_DIRECTIONS:_ Would you filter the listing below so that only lines with the word "JEROME" remain?

_EXERCISE DATA:_

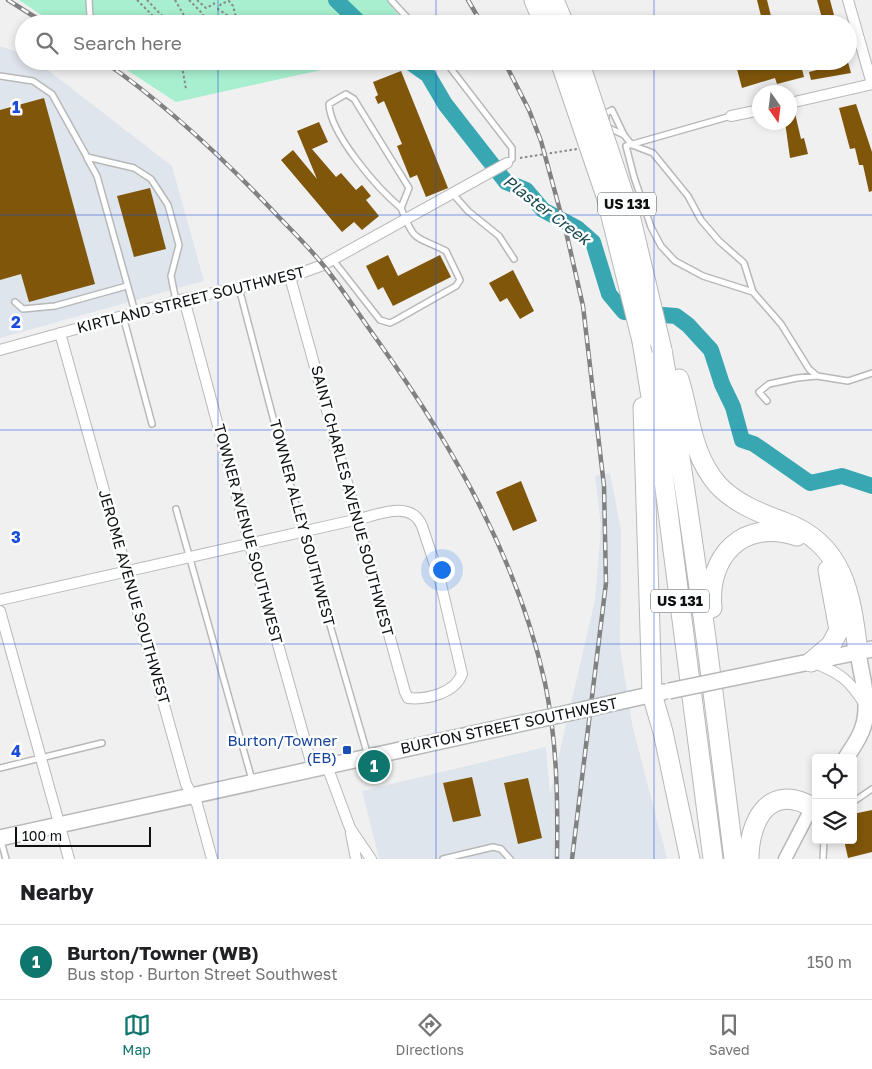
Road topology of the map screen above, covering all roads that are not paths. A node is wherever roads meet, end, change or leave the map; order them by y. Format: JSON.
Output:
{"nodes":[{"id":1,"x":89,"y":0,"type":"edge"},
{"id":2,"x":391,"y":0,"type":"edge"},
{"id":3,"x":534,"y":0,"type":"edge"},
{"id":4,"x":554,"y":0,"type":"edge"},
{"id":5,"x":848,"y":0,"type":"edge"},
{"id":6,"x":90,"y":15,"type":"edge"},
{"id":7,"x":405,"y":15,"type":"edge"},
{"id":8,"x":540,"y":15,"type":"edge"},
{"id":9,"x":560,"y":15,"type":"edge"},
{"id":10,"x":852,"y":15,"type":"edge"},
{"id":11,"x":857,"y":32,"type":"edge"},
{"id":12,"x":452,"y":70,"type":"edge"},
{"id":13,"x":563,"y":70,"type":"edge"},
{"id":14,"x":582,"y":70,"type":"edge"},
{"id":15,"x":0,"y":76,"type":"edge"},
{"id":16,"x":872,"y":84,"type":"edge"},
{"id":17,"x":797,"y":101,"type":"edge"},
{"id":18,"x":752,"y":112,"type":"edge"},
{"id":19,"x":731,"y":116,"type":"joint"},
{"id":20,"x":624,"y":135,"type":"junction"},
{"id":21,"x":632,"y":145,"type":"junction"},
{"id":22,"x":87,"y":157,"type":"junction"},
{"id":23,"x":510,"y":161,"type":"joint"},
{"id":24,"x":453,"y":194,"type":"junction"},
{"id":25,"x":401,"y":208,"type":"junction"},
{"id":26,"x":405,"y":220,"type":"junction"},
{"id":27,"x":514,"y":259,"type":"dead end"},
{"id":28,"x":333,"y":260,"type":"junction"},
{"id":29,"x":290,"y":277,"type":"junction"},
{"id":30,"x":127,"y":286,"type":"junction"},
{"id":31,"x":239,"y":288,"type":"junction"},
{"id":32,"x":753,"y":292,"type":"junction"},
{"id":33,"x":180,"y":300,"type":"junction"},
{"id":34,"x":16,"y":302,"type":"dead end"},
{"id":35,"x":135,"y":312,"type":"junction"},
{"id":36,"x":123,"y":316,"type":"junction"},
{"id":37,"x":60,"y":333,"type":"junction"},
{"id":38,"x":643,"y":342,"type":"junction"},
{"id":39,"x":0,"y":350,"type":"edge"},
{"id":40,"x":662,"y":350,"type":"junction"},
{"id":41,"x":872,"y":373,"type":"edge"},
{"id":42,"x":817,"y":376,"type":"junction"},
{"id":43,"x":767,"y":401,"type":"dead end"},
{"id":44,"x":152,"y":424,"type":"dead end"},
{"id":45,"x":176,"y":509,"type":"dead end"},
{"id":46,"x":356,"y":520,"type":"junction"},
{"id":47,"x":303,"y":532,"type":"junction"},
{"id":48,"x":250,"y":545,"type":"junction"},
{"id":49,"x":189,"y":558,"type":"junction"},
{"id":50,"x":126,"y":572,"type":"junction"},
{"id":51,"x":0,"y":600,"type":"edge"},
{"id":52,"x":0,"y":611,"type":"edge"},
{"id":53,"x":707,"y":639,"type":"junction"},
{"id":54,"x":865,"y":650,"type":"edge"},
{"id":55,"x":811,"y":662,"type":"junction"},
{"id":56,"x":661,"y":693,"type":"junction"},
{"id":57,"x":866,"y":707,"type":"junction"},
{"id":58,"x":102,"y":743,"type":"dead end"},
{"id":59,"x":848,"y":754,"type":"edge"},
{"id":60,"x":368,"y":756,"type":"junction"},
{"id":61,"x":41,"y":759,"type":"junction"},
{"id":62,"x":320,"y":767,"type":"junction"},
{"id":63,"x":0,"y":768,"type":"edge"},
{"id":64,"x":252,"y":782,"type":"junction"},
{"id":65,"x":872,"y":789,"type":"edge"},
{"id":66,"x":191,"y":795,"type":"junction"},
{"id":67,"x":857,"y":799,"type":"edge"},
{"id":68,"x":812,"y":803,"type":"edge"},
{"id":69,"x":812,"y":808,"type":"edge"},
{"id":70,"x":59,"y":824,"type":"junction"},
{"id":71,"x":350,"y":828,"type":"junction"},
{"id":72,"x":0,"y":838,"type":"edge"},
{"id":73,"x":824,"y":844,"type":"edge"},
{"id":74,"x":6,"y":859,"type":"edge"},
{"id":75,"x":69,"y":859,"type":"edge"},
{"id":76,"x":212,"y":859,"type":"edge"},
{"id":77,"x":356,"y":859,"type":"edge"},
{"id":78,"x":371,"y":859,"type":"edge"},
{"id":79,"x":443,"y":859,"type":"edge"},
{"id":80,"x":510,"y":859,"type":"edge"},
{"id":81,"x":690,"y":859,"type":"edge"},
{"id":82,"x":713,"y":859,"type":"edge"},
{"id":83,"x":734,"y":859,"type":"edge"},
{"id":84,"x":749,"y":859,"type":"edge"},
{"id":85,"x":784,"y":859,"type":"edge"},
{"id":86,"x":823,"y":859,"type":"edge"}],
"edges":[{"from":1,"to":6,"type":"lane"},
{"from":2,"to":7,"type":"lane"},
{"from":3,"to":8,"type":"highway"},
{"from":4,"to":9,"type":"highway"},
{"from":5,"to":10,"type":"street"},
{"from":11,"to":16,"type":"street"},
{"from":12,"to":23,"type":"lane"},
{"from":13,"to":38,"type":"highway","number":"US 131","bridge":true},
{"from":14,"to":40,"type":"highway","number":"US 131","bridge":true},
{"from":15,"to":22,"type":"lane"},
{"from":16,"to":17,"type":"street"},
{"from":18,"to":19,"type":"street"},
{"from":19,"to":21,"type":"lane"},
{"from":20,"to":20,"type":"lane"},
{"from":20,"to":21,"type":"lane"},
{"from":21,"to":32,"type":"lane"},
{"from":21,"to":32,"type":"lane"},
{"from":22,"to":30,"type":"lane"},
{"from":22,"to":33,"type":"lane"},
{"from":23,"to":24,"type":"street","name":"KIRTLAND STREET SOUTHWEST"},
{"from":24,"to":26,"type":"street","name":"KIRTLAND STREET SOUTHWEST"},
{"from":24,"to":27,"type":"lane"},
{"from":25,"to":25,"type":"lane"},
{"from":25,"to":26,"type":"lane"},
{"from":26,"to":28,"type":"street","name":"KIRTLAND STREET SOUTHWEST"},
{"from":26,"to":28,"type":"lane"},
{"from":28,"to":29,"type":"street","name":"KIRTLAND STREET SOUTHWEST"},
{"from":29,"to":31,"type":"street","name":"KIRTLAND STREET SOUTHWEST"},
{"from":29,"to":46,"type":"street","name":"SAINT CHARLES AVENUE SOUTHWEST"},
{"from":30,"to":34,"type":"lane"},
{"from":30,"to":35,"type":"lane"},
{"from":31,"to":33,"type":"street","name":"KIRTLAND STREET SOUTHWEST"},
{"from":31,"to":47,"type":"lane","name":"TOWNER ALLEY SOUTHWEST"},
{"from":32,"to":42,"type":"lane"},
{"from":33,"to":35,"type":"street","name":"KIRTLAND STREET SOUTHWEST"},
{"from":33,"to":48,"type":"street","name":"TOWNER AVENUE SOUTHWEST"},
{"from":35,"to":36,"type":"street","name":"KIRTLAND STREET SOUTHWEST"},
{"from":36,"to":37,"type":"street","name":"KIRTLAND STREET SOUTHWEST"},
{"from":36,"to":44,"type":"lane"},
{"from":37,"to":39,"type":"street","name":"KIRTLAND STREET SOUTHWEST"},
{"from":37,"to":50,"type":"street","name":"JEROME AVENUE SOUTHWEST"},
{"from":38,"to":56,"type":"highway"},
{"from":38,"to":82,"type":"highway","number":"US 131"},
{"from":40,"to":53,"type":"highway","number":"US 131"},
{"from":40,"to":54,"type":"highway"},
{"from":41,"to":42,"type":"lane"},
{"from":42,"to":43,"type":"lane"},
{"from":45,"to":49,"type":"lane"},
{"from":46,"to":46,"type":"street","name":"SAINT CHARLES AVENUE SOUTHWEST"},
{"from":46,"to":47,"type":"street"},
{"from":47,"to":48,"type":"street"},
{"from":47,"to":60,"type":"lane","name":"TOWNER ALLEY SOUTHWEST"},
{"from":48,"to":49,"type":"street"},
{"from":48,"to":62,"type":"street","name":"TOWNER AVENUE SOUTHWEST"},
{"from":49,"to":50,"type":"street"},
{"from":49,"to":64,"type":"lane"},
{"from":50,"to":51,"type":"street"},
{"from":50,"to":66,"type":"street","name":"JEROME AVENUE SOUTHWEST"},
{"from":52,"to":61,"type":"street"},
{"from":53,"to":55,"type":"highway"},
{"from":53,"to":83,"type":"highway","number":"US 131"},
{"from":54,"to":55,"type":"main road","name":"BURTON STREET SOUTHWEST"},
{"from":54,"to":57,"type":"main road"},
{"from":55,"to":56,"type":"main road","name":"BURTON STREET SOUTHWEST","bridge":true},
{"from":55,"to":57,"type":"street"},
{"from":56,"to":60,"type":"main road","name":"BURTON STREET SOUTHWEST","bridge":true},
{"from":56,"to":81,"type":"highway"},
{"from":57,"to":59,"type":"main road"},
{"from":58,"to":61,"type":"lane"},
{"from":60,"to":62,"type":"main road","name":"BURTON STREET SOUTHWEST"},
{"from":61,"to":63,"type":"lane"},
{"from":61,"to":70,"type":"street"},
{"from":62,"to":64,"type":"main road","name":"BURTON STREET SOUTHWEST"},
{"from":62,"to":71,"type":"street","name":"TOWNER AVENUE SOUTHWEST"},
{"from":64,"to":66,"type":"main road","name":"BURTON STREET SOUTHWEST"},
{"from":65,"to":67,"type":"lane"},
{"from":66,"to":70,"type":"main road","name":"BURTON STREET SOUTHWEST"},
{"from":66,"to":76,"type":"street","name":"JEROME AVENUE SOUTHWEST"},
{"from":68,"to":84,"type":"highway"},
{"from":69,"to":85,"type":"street"},
{"from":70,"to":72,"type":"main road","name":"BURTON STREET SOUTHWEST"},
{"from":70,"to":75,"type":"street"},
{"from":71,"to":77,"type":"street"},
{"from":71,"to":78,"type":"street"},
{"from":72,"to":74,"type":"lane"},
{"from":73,"to":86,"type":"lane"},
{"from":79,"to":80,"type":"lane"}]}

_RESULT OF THIS EXERCISE:_
{"from":37,"to":50,"type":"street","name":"JEROME AVENUE SOUTHWEST"},
{"from":50,"to":66,"type":"street","name":"JEROME AVENUE SOUTHWEST"},
{"from":66,"to":76,"type":"street","name":"JEROME AVENUE SOUTHWEST"},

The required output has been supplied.